Ling celebrates uniqueness, rejects pigeonholing

I have just read the First Person article by Dr. Susan Brothers Peterman. I am profoundly depressed by her message. Throughout history, society has been plagued by repressive attitudes toward those considered "different." Racism, sexism, ageism -- all are manifestations of the tendency to simplify the world by assigning predictable characteristics to subgroups. Thus, we have been taught over the years that the Irish are drunkards, that Jews are money-grubbers, that Asians are cowardly, that African Americans are violent. Stereotyping is the intellectual belief which justifies discrimination.
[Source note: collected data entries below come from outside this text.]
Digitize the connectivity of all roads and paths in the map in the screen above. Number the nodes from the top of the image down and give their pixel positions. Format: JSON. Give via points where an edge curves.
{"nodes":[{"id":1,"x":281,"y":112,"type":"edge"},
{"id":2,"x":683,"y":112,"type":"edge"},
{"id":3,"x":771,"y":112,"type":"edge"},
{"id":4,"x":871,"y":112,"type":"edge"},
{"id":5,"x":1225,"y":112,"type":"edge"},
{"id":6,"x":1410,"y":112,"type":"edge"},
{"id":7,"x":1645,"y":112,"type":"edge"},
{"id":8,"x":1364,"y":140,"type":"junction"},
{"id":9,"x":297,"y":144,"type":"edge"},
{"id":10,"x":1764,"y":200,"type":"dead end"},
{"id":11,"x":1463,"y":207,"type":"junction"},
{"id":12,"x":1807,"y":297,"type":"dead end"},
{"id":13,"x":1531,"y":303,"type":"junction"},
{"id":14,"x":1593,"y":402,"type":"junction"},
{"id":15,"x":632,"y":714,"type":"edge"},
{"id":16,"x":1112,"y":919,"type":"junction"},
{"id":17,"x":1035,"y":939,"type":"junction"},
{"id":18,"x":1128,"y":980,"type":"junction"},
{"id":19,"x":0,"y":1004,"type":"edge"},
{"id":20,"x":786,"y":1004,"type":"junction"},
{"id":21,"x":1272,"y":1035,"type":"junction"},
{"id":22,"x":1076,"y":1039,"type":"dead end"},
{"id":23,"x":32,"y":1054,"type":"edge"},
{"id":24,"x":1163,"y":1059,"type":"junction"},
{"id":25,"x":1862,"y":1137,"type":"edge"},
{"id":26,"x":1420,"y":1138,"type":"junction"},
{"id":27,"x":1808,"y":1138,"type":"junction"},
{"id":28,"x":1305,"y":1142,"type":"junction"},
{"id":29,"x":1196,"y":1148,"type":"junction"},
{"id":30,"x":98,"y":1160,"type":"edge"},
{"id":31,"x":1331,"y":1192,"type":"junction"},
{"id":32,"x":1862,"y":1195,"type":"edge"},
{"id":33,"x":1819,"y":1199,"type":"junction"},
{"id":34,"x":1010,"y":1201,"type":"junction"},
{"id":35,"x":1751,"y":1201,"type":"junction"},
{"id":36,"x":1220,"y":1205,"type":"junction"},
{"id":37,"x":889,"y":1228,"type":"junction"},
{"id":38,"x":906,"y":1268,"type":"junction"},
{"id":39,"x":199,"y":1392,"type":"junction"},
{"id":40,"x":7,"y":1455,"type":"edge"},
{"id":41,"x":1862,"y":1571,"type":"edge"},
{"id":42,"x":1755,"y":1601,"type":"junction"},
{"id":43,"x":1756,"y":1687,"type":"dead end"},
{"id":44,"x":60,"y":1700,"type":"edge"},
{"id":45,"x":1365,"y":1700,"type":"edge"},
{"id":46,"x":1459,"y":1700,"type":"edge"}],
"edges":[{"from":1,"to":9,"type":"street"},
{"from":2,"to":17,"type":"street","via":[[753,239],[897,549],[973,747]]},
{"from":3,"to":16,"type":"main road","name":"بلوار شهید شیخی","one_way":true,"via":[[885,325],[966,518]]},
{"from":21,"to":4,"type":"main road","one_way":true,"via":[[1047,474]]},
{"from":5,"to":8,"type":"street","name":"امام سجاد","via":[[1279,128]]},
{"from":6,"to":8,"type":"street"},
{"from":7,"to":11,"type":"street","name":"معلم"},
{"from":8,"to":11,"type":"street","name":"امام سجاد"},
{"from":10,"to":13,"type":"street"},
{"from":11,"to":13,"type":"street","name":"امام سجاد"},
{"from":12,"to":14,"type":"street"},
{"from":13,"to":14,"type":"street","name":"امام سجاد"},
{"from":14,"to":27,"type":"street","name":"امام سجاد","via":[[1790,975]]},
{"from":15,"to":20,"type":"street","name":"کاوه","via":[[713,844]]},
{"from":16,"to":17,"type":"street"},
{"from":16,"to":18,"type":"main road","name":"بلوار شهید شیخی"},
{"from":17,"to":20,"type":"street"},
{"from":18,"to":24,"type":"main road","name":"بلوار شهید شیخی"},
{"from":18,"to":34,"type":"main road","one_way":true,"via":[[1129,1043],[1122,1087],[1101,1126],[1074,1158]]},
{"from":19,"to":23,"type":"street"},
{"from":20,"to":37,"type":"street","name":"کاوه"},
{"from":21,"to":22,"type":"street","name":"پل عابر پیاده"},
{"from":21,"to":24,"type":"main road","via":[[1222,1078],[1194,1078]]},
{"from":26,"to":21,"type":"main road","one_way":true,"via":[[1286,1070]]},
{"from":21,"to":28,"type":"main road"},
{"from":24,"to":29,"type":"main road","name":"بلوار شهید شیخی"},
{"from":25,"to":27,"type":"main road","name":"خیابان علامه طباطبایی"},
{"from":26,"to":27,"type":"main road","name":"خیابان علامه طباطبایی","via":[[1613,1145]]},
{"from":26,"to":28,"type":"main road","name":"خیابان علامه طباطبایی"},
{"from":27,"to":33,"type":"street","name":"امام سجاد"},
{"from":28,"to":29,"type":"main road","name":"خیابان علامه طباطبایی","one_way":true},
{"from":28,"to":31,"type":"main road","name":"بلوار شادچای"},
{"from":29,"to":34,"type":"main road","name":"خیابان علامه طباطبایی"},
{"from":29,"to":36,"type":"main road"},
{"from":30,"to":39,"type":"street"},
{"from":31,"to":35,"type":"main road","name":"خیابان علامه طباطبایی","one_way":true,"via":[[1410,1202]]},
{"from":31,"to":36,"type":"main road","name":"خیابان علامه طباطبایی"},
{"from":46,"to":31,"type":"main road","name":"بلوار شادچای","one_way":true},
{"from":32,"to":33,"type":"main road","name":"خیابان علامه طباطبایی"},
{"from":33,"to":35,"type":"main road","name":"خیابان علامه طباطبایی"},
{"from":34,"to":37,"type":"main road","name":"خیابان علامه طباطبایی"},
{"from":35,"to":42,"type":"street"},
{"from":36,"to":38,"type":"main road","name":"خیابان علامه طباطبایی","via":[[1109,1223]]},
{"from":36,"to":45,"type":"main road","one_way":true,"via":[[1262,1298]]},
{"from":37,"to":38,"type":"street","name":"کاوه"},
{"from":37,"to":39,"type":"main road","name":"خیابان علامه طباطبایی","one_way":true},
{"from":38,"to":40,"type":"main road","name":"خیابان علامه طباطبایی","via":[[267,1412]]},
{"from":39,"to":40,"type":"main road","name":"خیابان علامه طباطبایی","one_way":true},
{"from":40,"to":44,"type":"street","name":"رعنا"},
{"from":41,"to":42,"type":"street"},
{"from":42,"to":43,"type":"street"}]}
I am then disturbed to find that in Dr. Peterman's world, we are to regard women as "soft, fluid ... nurturing, creative." In contrast, she views the role of a physician as defined by its maleness: "cold, rigid ... objective, better than human." Her proof is in her refusal to train her residents abusively, in her ability to nurture her children through "tummy aches and scraped knees." As woman, she "brings nurture and an inquisitive spirit to ... creative endeavors to heal."
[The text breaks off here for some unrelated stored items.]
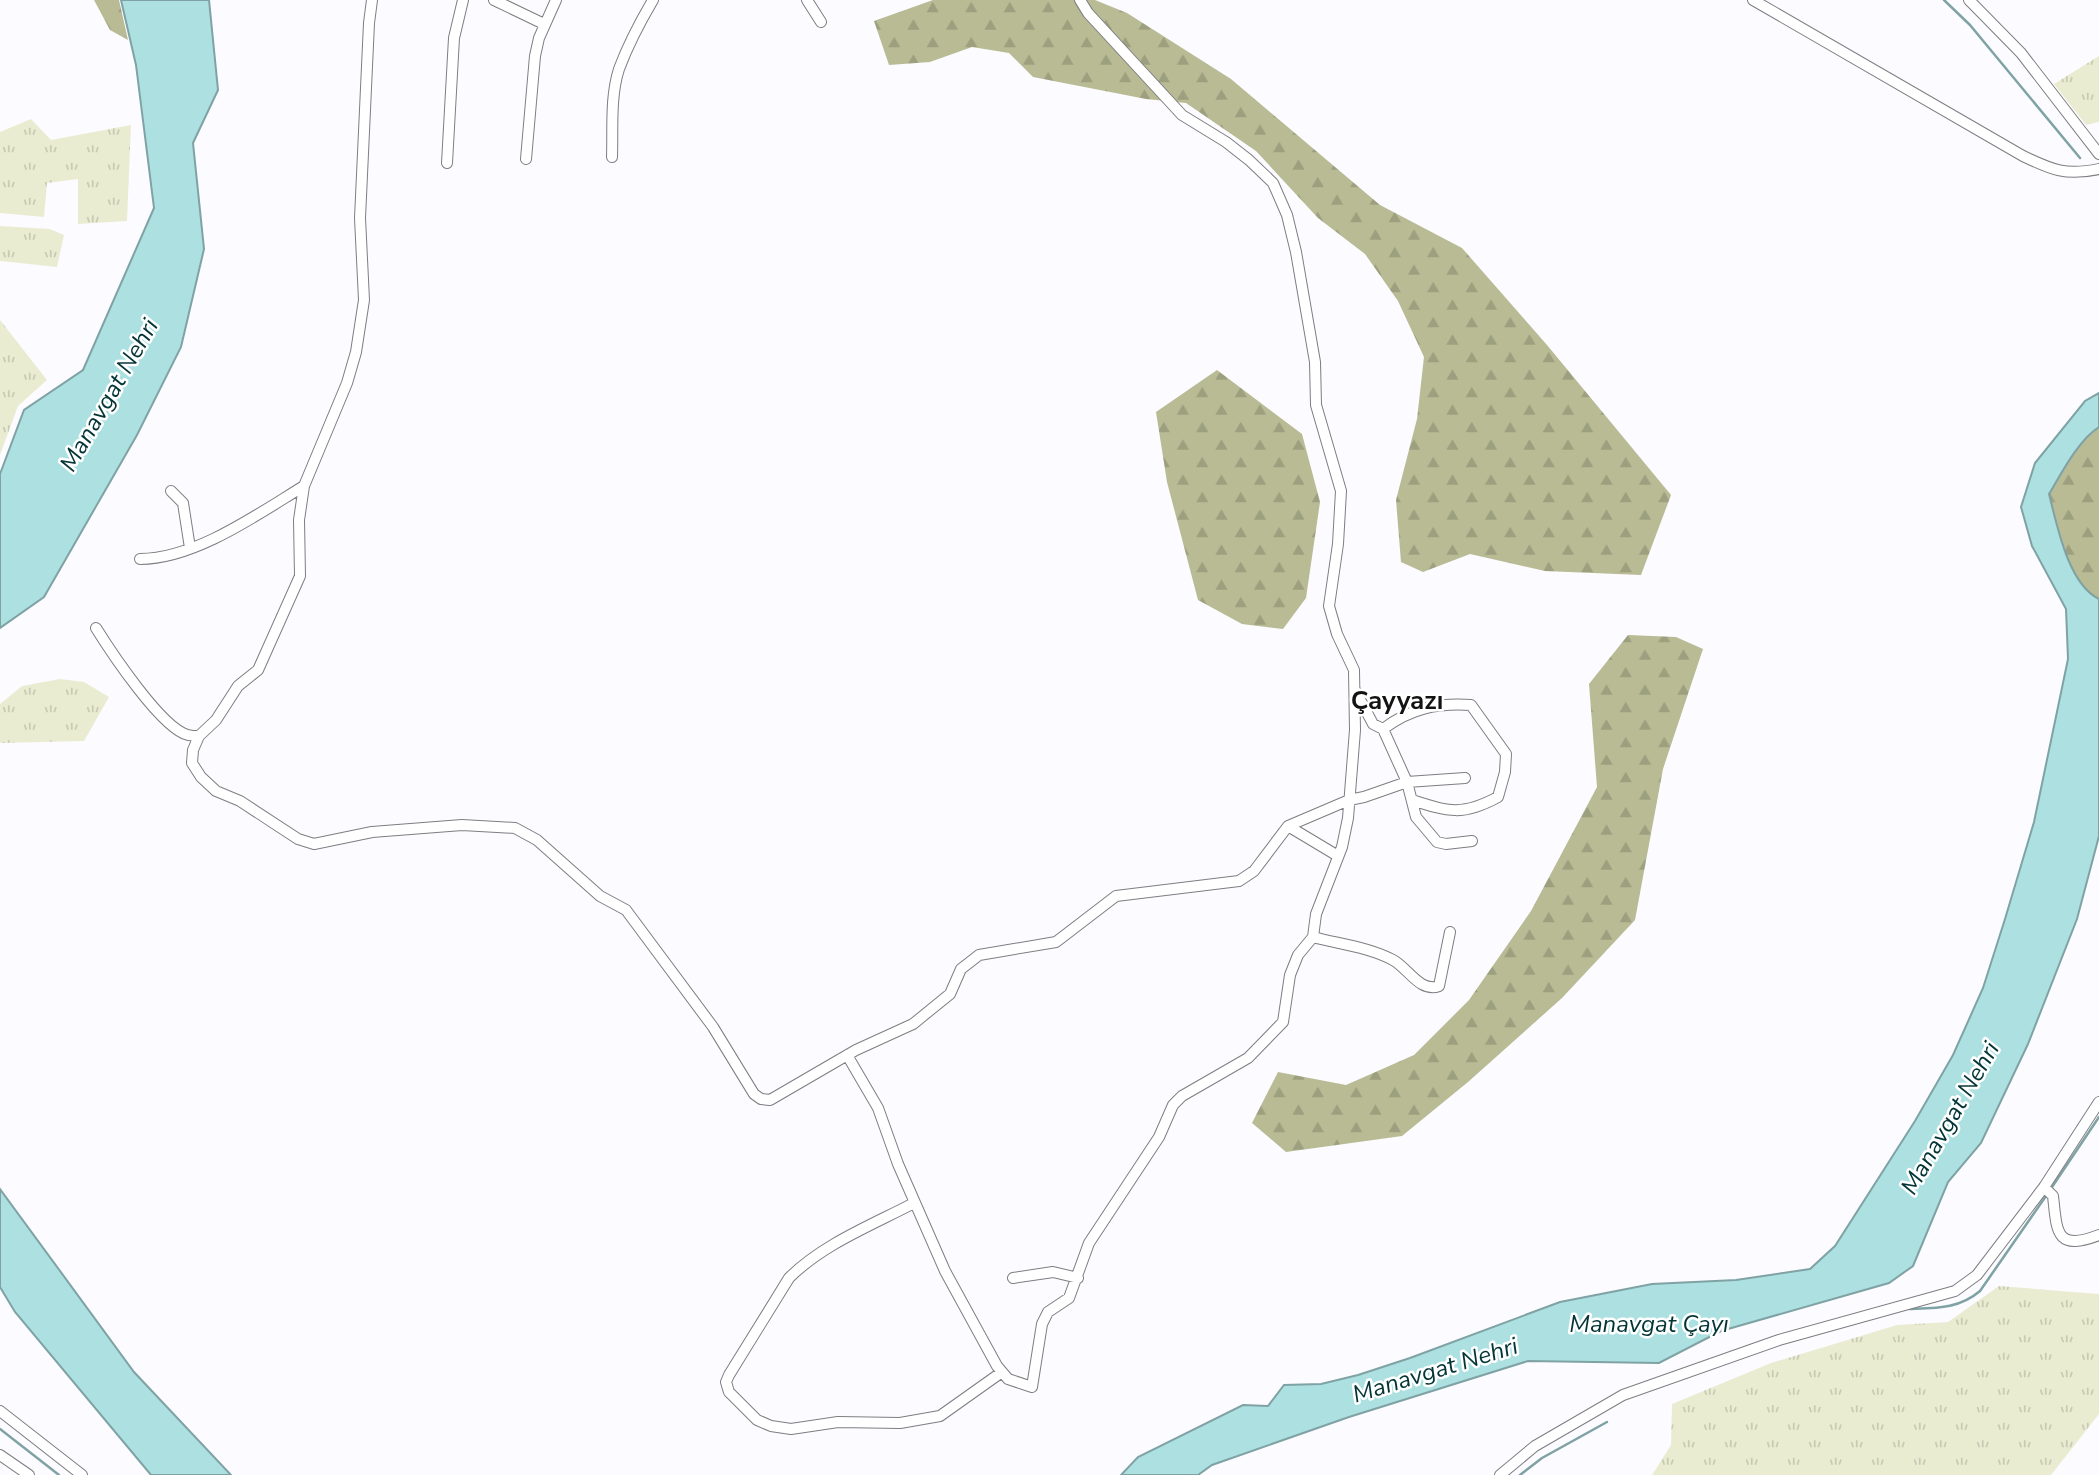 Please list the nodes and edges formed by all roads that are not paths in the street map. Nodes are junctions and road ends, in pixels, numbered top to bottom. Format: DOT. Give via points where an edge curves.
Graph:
graph roads {
  1 [pos="372,0"];
  2 [pos="463,0"];
  3 [pos="494,0"];
  4 [pos="556,0"];
  5 [pos="653,0"];
  6 [pos="807,0"];
  7 [pos="1080,0"];
  8 [pos="1753,0"];
  9 [pos="1969,0"];
  10 [pos="821,22"];
  11 [pos="544,24"];
  12 [pos="2099,154"];
  13 [pos="612,157"];
  14 [pos="526,159"];
  15 [pos="447,163"];
  16 [pos="2099,169"];
  17 [pos="304,486"];
  18 [pos="171,491"];
  19 [pos="190,548"];
  20 [pos="140,559"];
  21 [pos="96,628"];
  22 [pos="1354,687"];
  23 [pos="1383,729"];
  24 [pos="199,736"];
  25 [pos="1465,778"];
  26 [pos="1407,782"];
  27 [pos="1349,800"];
  28 [pos="1412,800"];
  29 [pos="1288,826"];
  30 [pos="1472,841"];
  31 [pos="1338,856"];
  32 [pos="1450,932"];
  33 [pos="1313,937"];
  34 [pos="847,1055"];
  35 [pos="2099,1102"];
  36 [pos="2047,1191"];
  37 [pos="914,1203"];
  38 [pos="2099,1235"];
  39 [pos="1013,1278"];
  40 [pos="1078,1278"];
  41 [pos="1002,1372"];
  42 [pos="0,1411"];
  43 [pos="0,1455"];
  44 [pos="29,1475"];
  45 [pos="82,1475"];
  46 [pos="1500,1475"];
  1 -- 17 [label="street" via="360,218 364,300 347,383"];
  2 -- 15 [label="street" via="454,38"];
  3 -- 11 [label="street"];
  4 -- 11 [label="street"];
  5 -- 13 [label="street" via="619,71"];
  6 -- 10 [label="street"];
  7 -- 22 [label="street" via="1182,115 1226,142 1273,183 1287,215 1311,339 1316,405 1341,491 1329,606 1354,670"];
  8 -- 16 [label="street" via="2023,156 2060,172"];
  9 -- 12 [label="street" via="2021,53"];
  11 -- 14 [label="street" via="535,56"];
  17 -- 19 [label="street"];
  17 -- 24 [label="street" via="300,576 258,670 238,687"];
  18 -- 19 [label="street" via="183,503"];
  19 -- 20 [label="street"];
  21 -- 24 [label="street" via="163,718 186,735"];
  22 -- 23 [label="street" via="1373,724"];
  22 -- 27 [label="street"];
  23 -- 26 [label="street"];
  23 -- 28 [label="street" via="1429,706 1471,705 1506,754 1498,797 1485,804 1462,812"];
  24 -- 34 [label="street" via="191,764 201,777 216,791 314,844 372,832 462,825 515,828 537,840 600,896 626,910 761,1099 770,1100"];
  25 -- 26 [label="street"];
  26 -- 27 [label="street"];
  26 -- 28 [label="street"];
  27 -- 29 [label="street"];
  27 -- 31 [label="street"];
  28 -- 30 [label="street" via="1416,817 1437,842"];
  29 -- 31 [label="street"];
  29 -- 34 [label="street" via="1254,871 1239,881 1116,896 1056,942 979,955 961,969 950,994 914,1024"];
  31 -- 33 [label="street" via="1316,915"];
  32 -- 33 [label="street" via="1443,975 1435,988 1415,980 1394,961"];
  33 -- 40 [label="street" via="1298,955 1290,975 1283,1022 1248,1058 1173,1105 1159,1137 1089,1243"];
  34 -- 37 [label="street" via="878,1108"];
  35 -- 36 [label="street"];
  36 -- 38 [label="street" via="2055,1229 2062,1237 2082,1241"];
  36 -- 46 [label="street" via="1977,1275 1955,1291 1779,1340 1623,1395 1535,1446"];
  37 -- 41 [label="street" via="945,1271"];
  37 -- 41 [label="street" via="841,1240 789,1278 729,1375 729,1392 757,1420 771,1426 901,1423 940,1416"];
  39 -- 40 [label="street" via="1053,1272"];
  40 -- 41 [label="street" via="1069,1298 1048,1312 1042,1324 1032,1387 1007,1379"];
  42 -- 45 [label="street"];
  43 -- 44 [label="street"];
}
As a physician, as a "person of color," as a father of two children whom I love with great intensity, I reject these stereotypes. I am not Dr. Peterman's "man physician," any more than many of my female colleagues are "woman physicians." I know callous, abusive female physicians. I know male physicians who are at the forefront of efforts to incorporate the "humanistic" aspect of medicine into their practices. I know female physician-researchers who are eminently comfortable in a world of enzymes and DNA. I know my devotion to my children cannot be exceeded by hers. Let us agree that we are more than our titles: not just man or woman, or physician, or any other "group identity." The wonder of life is in the uniqueness of us all: that is what we should celebrate, rather than finding new ways to pigeonhole each other.